30-3 The tax law in some tax
jurisdictions may permit the future use of either of the
combining entities’ deductible temporary differences or
carryforwards to reduce taxable income or taxes payable
attributable to the other entity after the business
combination. If the combined entity expects to file a
consolidated tax return, an acquirer may determine that as a
result of the business combination its valuation for its
deferred tax assets should be changed. For example, the
acquirer may be able to utilize the benefit of its tax
operating loss carryforwards against the future taxable
profit of the acquiree. In such cases, the acquirer reduces
its valuation allowance based on the weight of available
evidence. However, that reduction does not enter into the
accounting for the business combination but is recognized as
an income tax benefit (or credited directly to contributed
capital [see paragraph 740-10-45-20]).
35-1 An acquirer may have a
valuation allowance for its own deferred tax assets at the
time of a business combination. The guidance in this Section
addresses measurement of that valuation allowance and the
potential need to distinguish the separate pasts of the
acquirer and the acquired entity in the measurement of
valuation allowances together with expected future results
of operations.
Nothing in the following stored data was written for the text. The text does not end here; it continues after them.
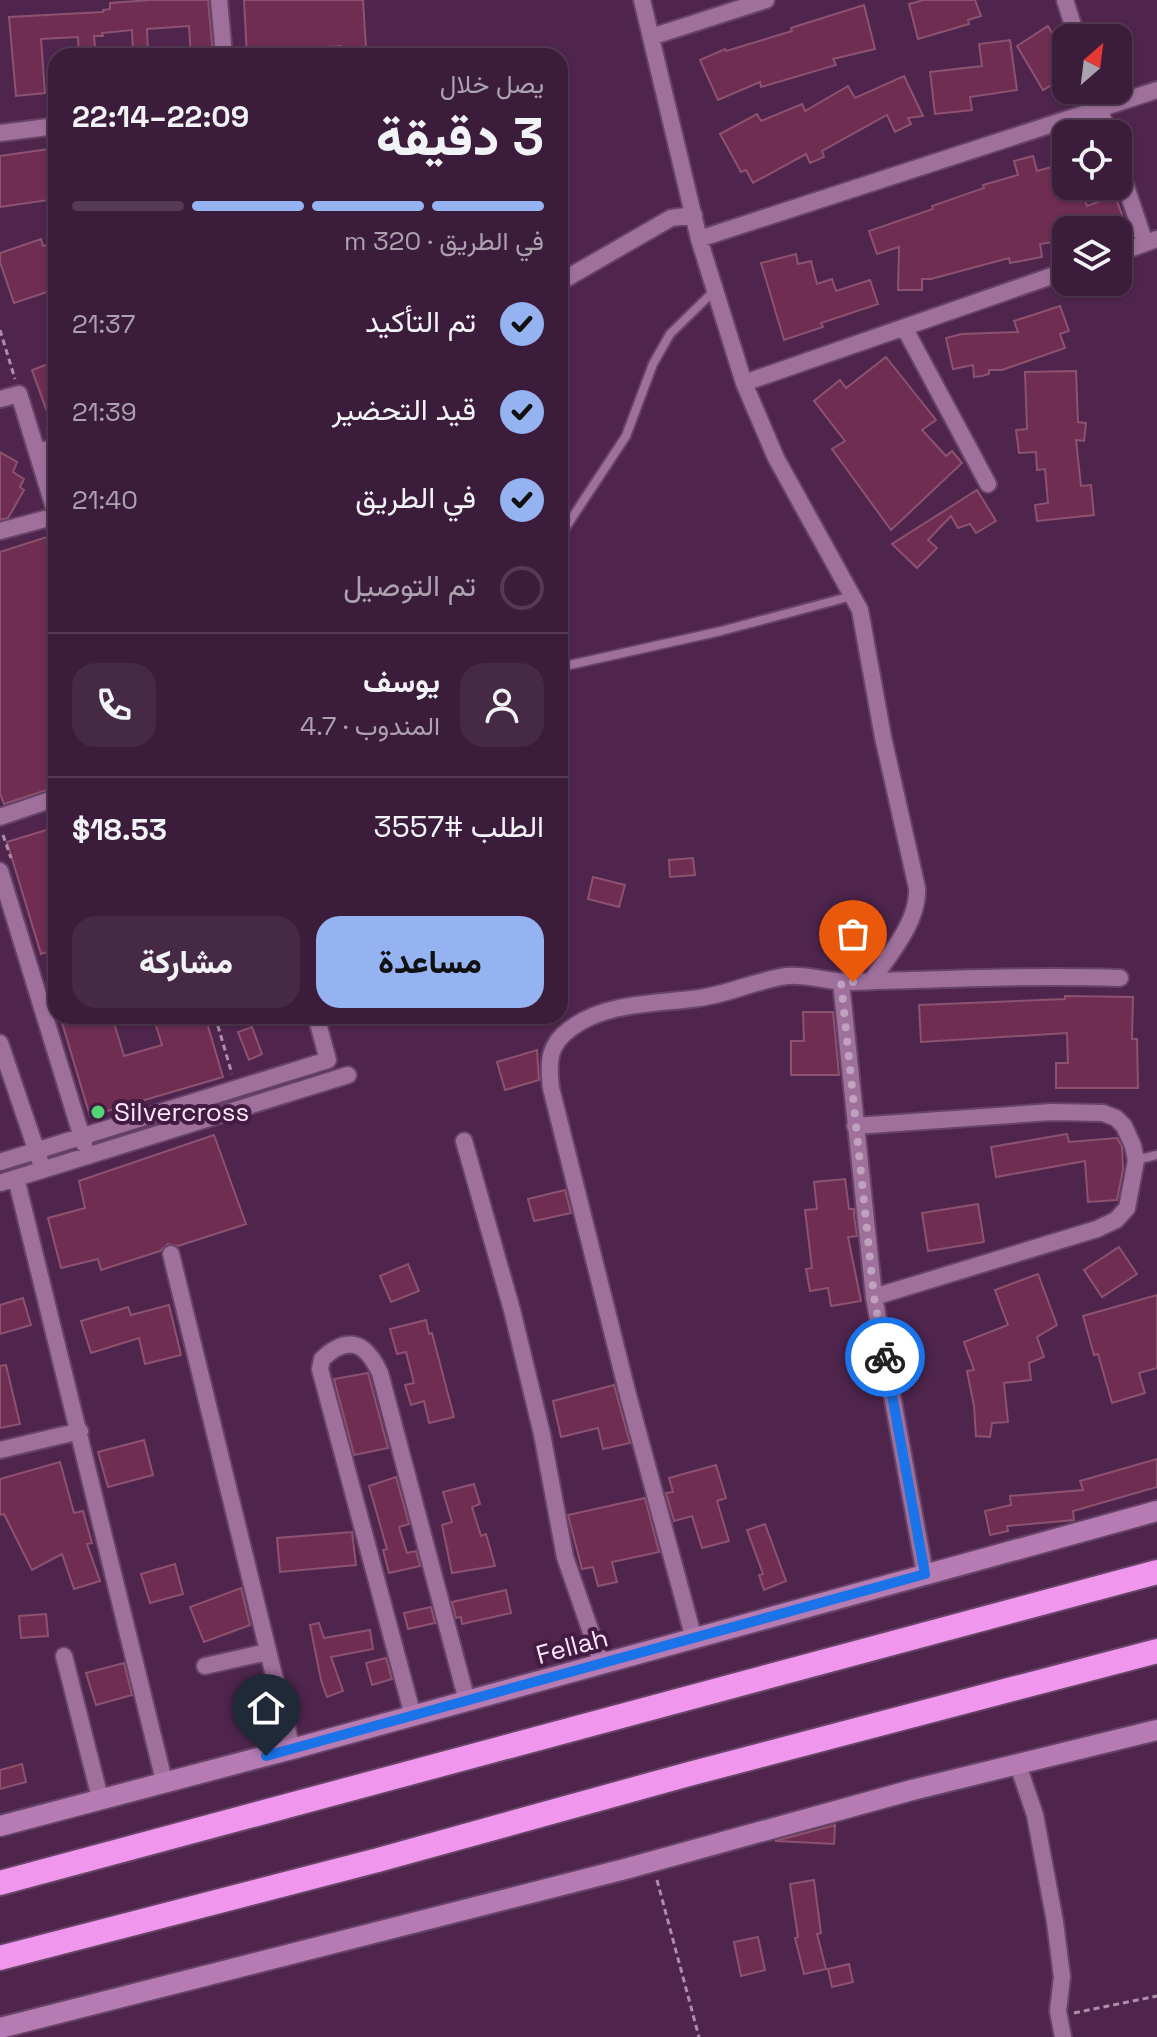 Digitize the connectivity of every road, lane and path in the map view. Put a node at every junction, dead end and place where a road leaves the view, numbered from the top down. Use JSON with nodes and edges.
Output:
{"nodes":[{"id":1,"x":219,"y":0,"type":"edge"},
{"id":2,"x":642,"y":0,"type":"edge"},
{"id":3,"x":766,"y":0,"type":"edge"},
{"id":4,"x":1065,"y":0,"type":"edge"},
{"id":5,"x":1073,"y":24,"type":"edge"},
{"id":6,"x":651,"y":37,"type":"junction"},
{"id":7,"x":223,"y":48,"type":"edge"},
{"id":8,"x":1157,"y":90,"type":"edge"},
{"id":9,"x":1099,"y":104,"type":"edge"},
{"id":10,"x":1100,"y":108,"type":"junction"},
{"id":11,"x":1104,"y":120,"type":"edge"},
{"id":12,"x":48,"y":127,"type":"edge"},
{"id":13,"x":0,"y":133,"type":"edge"},
{"id":14,"x":1132,"y":196,"type":"edge"},
{"id":15,"x":694,"y":215,"type":"junction"},
{"id":16,"x":699,"y":239,"type":"junction"},
{"id":17,"x":1151,"y":241,"type":"edge"},
{"id":18,"x":1132,"y":248,"type":"edge"},
{"id":19,"x":1052,"y":276,"type":"edge"},
{"id":20,"x":568,"y":277,"type":"edge"},
{"id":21,"x":715,"y":290,"type":"junction"},
{"id":22,"x":905,"y":329,"type":"junction"},
{"id":23,"x":0,"y":330,"type":"edge"},
{"id":24,"x":744,"y":383,"type":"junction"},
{"id":25,"x":19,"y":394,"type":"junction"},
{"id":26,"x":0,"y":399,"type":"edge"},
{"id":27,"x":48,"y":449,"type":"edge"},
{"id":28,"x":37,"y":452,"type":"junction"},
{"id":29,"x":988,"y":484,"type":"dead end"},
{"id":30,"x":48,"y":488,"type":"edge"},
{"id":31,"x":48,"y":517,"type":"edge"},
{"id":32,"x":568,"y":524,"type":"edge"},
{"id":33,"x":0,"y":531,"type":"edge"},
{"id":34,"x":854,"y":596,"type":"junction"},
{"id":35,"x":568,"y":665,"type":"edge"},
{"id":36,"x":48,"y":801,"type":"edge"},
{"id":37,"x":0,"y":817,"type":"edge"},
{"id":38,"x":0,"y":871,"type":"edge"},
{"id":39,"x":1120,"y":978,"type":"dead end"},
{"id":40,"x":872,"y":980,"type":"junction"},
{"id":41,"x":841,"y":982,"type":"junction"},
{"id":42,"x":217,"y":1024,"type":"edge"},
{"id":43,"x":318,"y":1024,"type":"edge"},
{"id":44,"x":0,"y":1043,"type":"edge"},
{"id":45,"x":348,"y":1075,"type":"dead end"},
{"id":46,"x":237,"y":1089,"type":"junction"},
{"id":47,"x":855,"y":1126,"type":"junction"},
{"id":48,"x":82,"y":1136,"type":"junction"},
{"id":49,"x":464,"y":1141,"type":"dead end"},
{"id":50,"x":36,"y":1151,"type":"junction"},
{"id":51,"x":1157,"y":1155,"type":"edge"},
{"id":52,"x":88,"y":1156,"type":"junction"},
{"id":53,"x":1136,"y":1160,"type":"junction"},
{"id":54,"x":0,"y":1162,"type":"edge"},
{"id":55,"x":43,"y":1170,"type":"junction"},
{"id":56,"x":8,"y":1181,"type":"edge"},
{"id":57,"x":171,"y":1254,"type":"dead end"},
{"id":58,"x":874,"y":1297,"type":"junction"},
{"id":59,"x":80,"y":1431,"type":"junction"},
{"id":60,"x":0,"y":1450,"type":"edge"},
{"id":61,"x":1157,"y":1511,"type":"edge"},
{"id":62,"x":1157,"y":1572,"type":"edge"},
{"id":63,"x":925,"y":1574,"type":"junction"},
{"id":64,"x":694,"y":1639,"type":"junction"},
{"id":65,"x":1157,"y":1651,"type":"edge"},
{"id":66,"x":267,"y":1652,"type":"junction"},
{"id":67,"x":64,"y":1656,"type":"dead end"},
{"id":68,"x":602,"y":1664,"type":"junction"},
{"id":69,"x":205,"y":1666,"type":"dead end"},
{"id":70,"x":467,"y":1701,"type":"junction"},
{"id":71,"x":413,"y":1716,"type":"junction"},
{"id":72,"x":1157,"y":1730,"type":"edge"},
{"id":73,"x":292,"y":1749,"type":"junction"},
{"id":74,"x":1018,"y":1765,"type":"junction"},
{"id":75,"x":164,"y":1781,"type":"junction"},
{"id":76,"x":100,"y":1798,"type":"junction"},
{"id":77,"x":0,"y":1826,"type":"edge"},
{"id":78,"x":652,"y":1861,"type":"junction"},
{"id":79,"x":0,"y":1883,"type":"edge"},
{"id":80,"x":0,"y":1958,"type":"edge"},
{"id":81,"x":1157,"y":1996,"type":"edge"},
{"id":82,"x":1058,"y":2011,"type":"junction"},
{"id":83,"x":12,"y":2029,"type":"edge"},
{"id":84,"x":699,"y":2037,"type":"edge"},
{"id":85,"x":1063,"y":2037,"type":"edge"}],
"edges":[{"from":1,"to":7,"type":"street"},
{"from":2,"to":6,"type":"street"},
{"from":3,"to":6,"type":"street"},
{"from":4,"to":5,"type":"street"},
{"from":6,"to":15,"type":"street"},
{"from":8,"to":10,"type":"street"},
{"from":9,"to":10,"type":"street"},
{"from":10,"to":11,"type":"street"},
{"from":10,"to":16,"type":"street"},
{"from":12,"to":13,"type":"street"},
{"from":14,"to":17,"type":"street"},
{"from":15,"to":16,"type":"street"},
{"from":15,"to":20,"type":"street"},
{"from":16,"to":21,"type":"street"},
{"from":17,"to":18,"type":"street"},
{"from":19,"to":22,"type":"street"},
{"from":21,"to":24,"type":"street"},
{"from":21,"to":32,"type":"lane"},
{"from":22,"to":24,"type":"street"},
{"from":22,"to":29,"type":"street"},
{"from":23,"to":25,"type":"path"},
{"from":24,"to":34,"type":"street"},
{"from":25,"to":26,"type":"street"},
{"from":25,"to":28,"type":"street"},
{"from":27,"to":28,"type":"street"},
{"from":28,"to":30,"type":"street"},
{"from":31,"to":33,"type":"street"},
{"from":34,"to":35,"type":"lane"},
{"from":34,"to":40,"type":"street"},
{"from":36,"to":37,"type":"street"},
{"from":38,"to":48,"type":"street"},
{"from":39,"to":40,"type":"street"},
{"from":40,"to":41,"type":"street"},
{"from":41,"to":47,"type":"street"},
{"from":41,"to":64,"type":"street"},
{"from":42,"to":46,"type":"path"},
{"from":43,"to":46,"type":"street"},
{"from":44,"to":50,"type":"street"},
{"from":45,"to":52,"type":"street"},
{"from":46,"to":48,"type":"street"},
{"from":47,"to":53,"type":"street"},
{"from":47,"to":58,"type":"street"},
{"from":48,"to":50,"type":"street"},
{"from":48,"to":52,"type":"street"},
{"from":49,"to":68,"type":"street"},
{"from":50,"to":54,"type":"street"},
{"from":50,"to":55,"type":"street"},
{"from":51,"to":53,"type":"lane"},
{"from":52,"to":55,"type":"street"},
{"from":53,"to":58,"type":"street"},
{"from":55,"to":56,"type":"street"},
{"from":56,"to":59,"type":"street"},
{"from":57,"to":66,"type":"street"},
{"from":58,"to":63,"type":"street"},
{"from":59,"to":60,"type":"street"},
{"from":59,"to":75,"type":"street"},
{"from":61,"to":63,"type":"street","name":"Fellah"},
{"from":62,"to":79,"type":"highway"},
{"from":63,"to":64,"type":"street","name":"Fellah"},
{"from":64,"to":68,"type":"street","name":"Fellah"},
{"from":65,"to":80,"type":"highway"},
{"from":66,"to":69,"type":"street"},
{"from":66,"to":73,"type":"street"},
{"from":67,"to":76,"type":"street"},
{"from":68,"to":70,"type":"street","name":"Fellah"},
{"from":70,"to":71,"type":"street","name":"Fellah"},
{"from":70,"to":71,"type":"street"},
{"from":71,"to":73,"type":"street","name":"Fellah"},
{"from":72,"to":74,"type":"street"},
{"from":73,"to":75,"type":"street","name":"Fellah"},
{"from":74,"to":78,"type":"street"},
{"from":74,"to":82,"type":"street"},
{"from":75,"to":76,"type":"street","name":"Fellah"},
{"from":76,"to":77,"type":"street","name":"Fellah"},
{"from":78,"to":83,"type":"street"},
{"from":78,"to":84,"type":"path"},
{"from":81,"to":82,"type":"path"},
{"from":82,"to":85,"type":"street"}]}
Guidance on the subsequent measurement of
deferred tax assets or liabilities arising from the assets
acquired and liabilities assumed in a business combination,
and any income tax uncertainties of an acquiree that exist
at the acquisition date, or that arise as a result of the
acquisition, is provided in Subtopic 740-10.
35-2 Changes in the
acquirer’s valuation allowance, if any, that result from the
business combination shall reflect any provisions in the tax
law that restrict the future use of either of the combining
entities’ deductible temporary differences or carryforwards
to reduce taxable income or taxes payable attributable to
the other entity after the business combination.
35-3 Any changes in the
acquirer’s valuation allowance shall be accounted for in
accordance with paragraph 805-740-30-3. For example, the tax
law may limit the use of the acquired entity’s deductible
temporary differences and carryforwards to subsequent
taxable income of the acquired entity included in a
consolidated tax return for the combined entity. In that
circumstance, or if the acquired entity will file a separate
tax return, the need for a valuation allowance for some
portion or all of the acquired entity’s deferred tax assets
for deductible temporary differences and carryforwards is
assessed based on the acquired entity’s separate past and
expected future results of operations.
Other Presentation Matters
45-1 This Section addresses
how an acquirer recognizes changes in valuation allowances
and tax positions related to an acquisition and the
accounting for tax deductions for replacement awards.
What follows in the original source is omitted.